** BRIEF **
Among the records below, find each line bearing the word "Thumpers" and copy it.

======== INPUT DATA ========

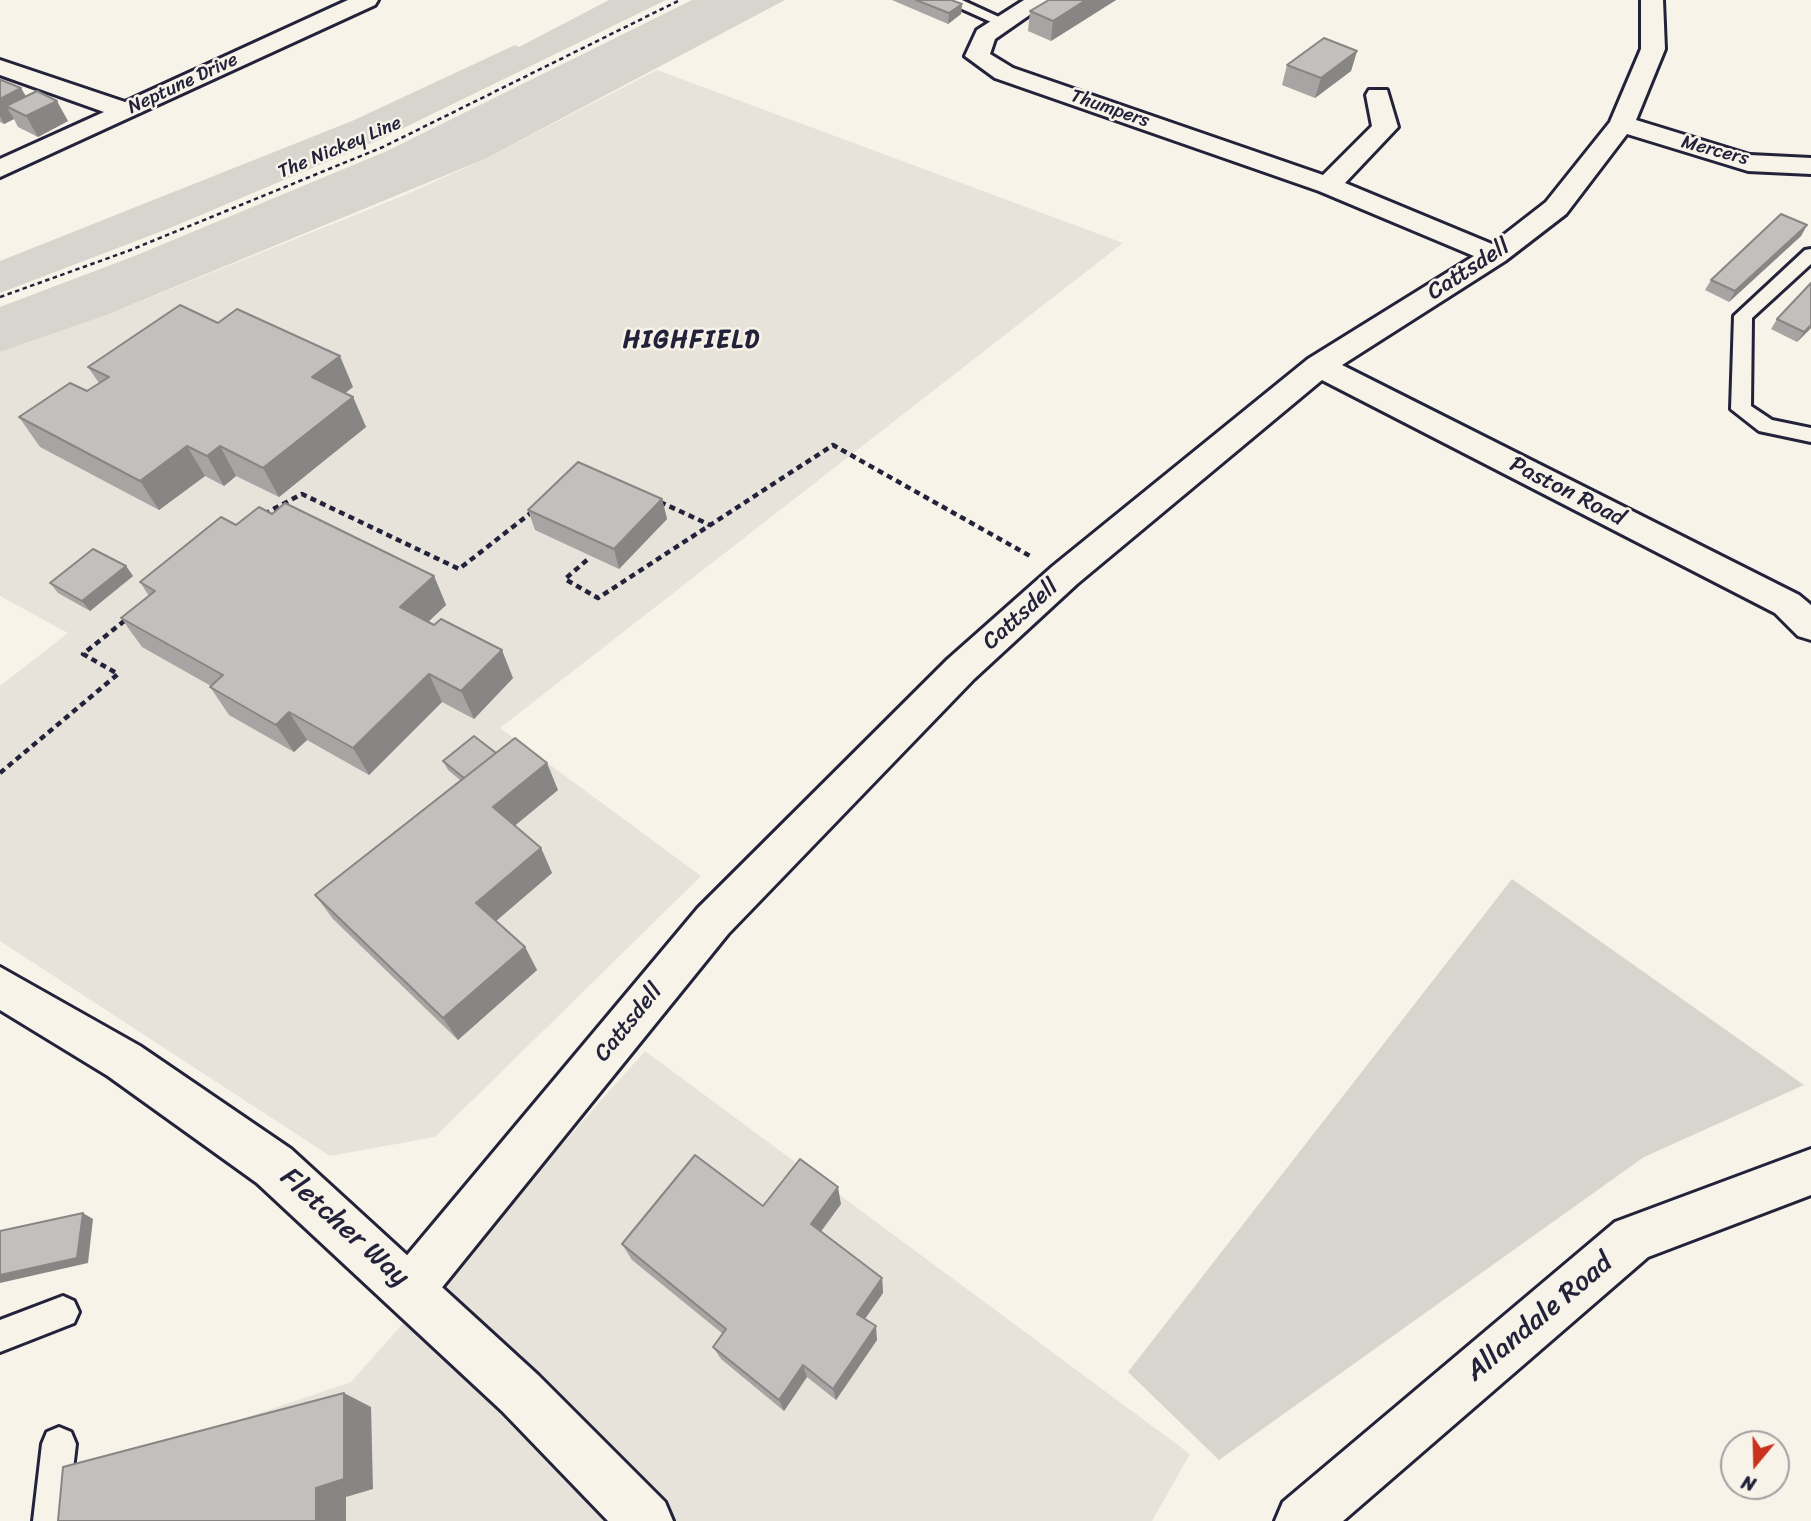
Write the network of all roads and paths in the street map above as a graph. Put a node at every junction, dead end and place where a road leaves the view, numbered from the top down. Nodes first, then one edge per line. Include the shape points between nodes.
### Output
1 (680, 0) edge
2 (949, 0) edge
3 (1040, 0) edge
4 (1652, 0) edge
5 (349, 2) edge
6 (1005, 23) junction
7 (0, 66) edge
8 (1378, 94) dead end
9 (126, 111) junction
10 (1622, 124) junction
11 (1811, 166) edge
12 (0, 169) edge
13 (1328, 185) junction
14 (1811, 254) edge
15 (1495, 255) junction
16 (0, 297) edge
17 (1319, 366) junction
18 (1811, 435) edge
19 (649, 498) edge
20 (538, 507) edge
21 (254, 511) edge
22 (710, 525) junction
23 (587, 560) edge
24 (1065, 575) junction
25 (135, 612) edge
26 (1811, 626) edge
27 (0, 773) edge
28 (0, 987) edge
29 (1811, 1172) edge
30 (410, 1289) junction
31 (63, 1312) dead end
32 (0, 1336) edge
33 (59, 1444) dead end
34 (50, 1521) edge
35 (646, 1521) edge
36 (1301, 1521) edge

1 - 16 path, The Nickey Line via 383,147 128,251
2 - 6 lane
3 - 6 street, Thumpers
4 - 10 street, Cattsdell via 1653,49
5 - 9 street, Neptune Drive
6 - 13 street, Thumpers via 985,35 977,56 1004,73
7 - 9 street
8 - 13 street via 1385,127
9 - 12 street, Neptune Drive
10 - 11 street, Mercers via 1748,163
10 - 15 street, Cattsdell via 1556,208
13 - 15 street, Thumpers
14 - 18 lane via 1743,316 1741,409 1766,426
15 - 17 street, Cattsdell
17 - 24 street, Cattsdell
17 - 26 street, Paston Road via 1787,604
19 - 22 path
20 - 21 path via 459,569 302,494 262,515
22 - 23 path via 598,598 565,579
22 - 24 path via 833,445
24 - 30 street, Cattsdell via 961,669 713,921
25 - 27 path via 83,654 118,674
28 - 30 street, Fletcher Way via 124,1062 274,1166
29 - 36 street, Allandale Road via 1632,1240
30 - 35 street, Fletcher Way
31 - 32 lane
33 - 34 lane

========

** FINAL ANSWER **
3 - 6 street, Thumpers
6 - 13 street, Thumpers via 985,35 977,56 1004,73
13 - 15 street, Thumpers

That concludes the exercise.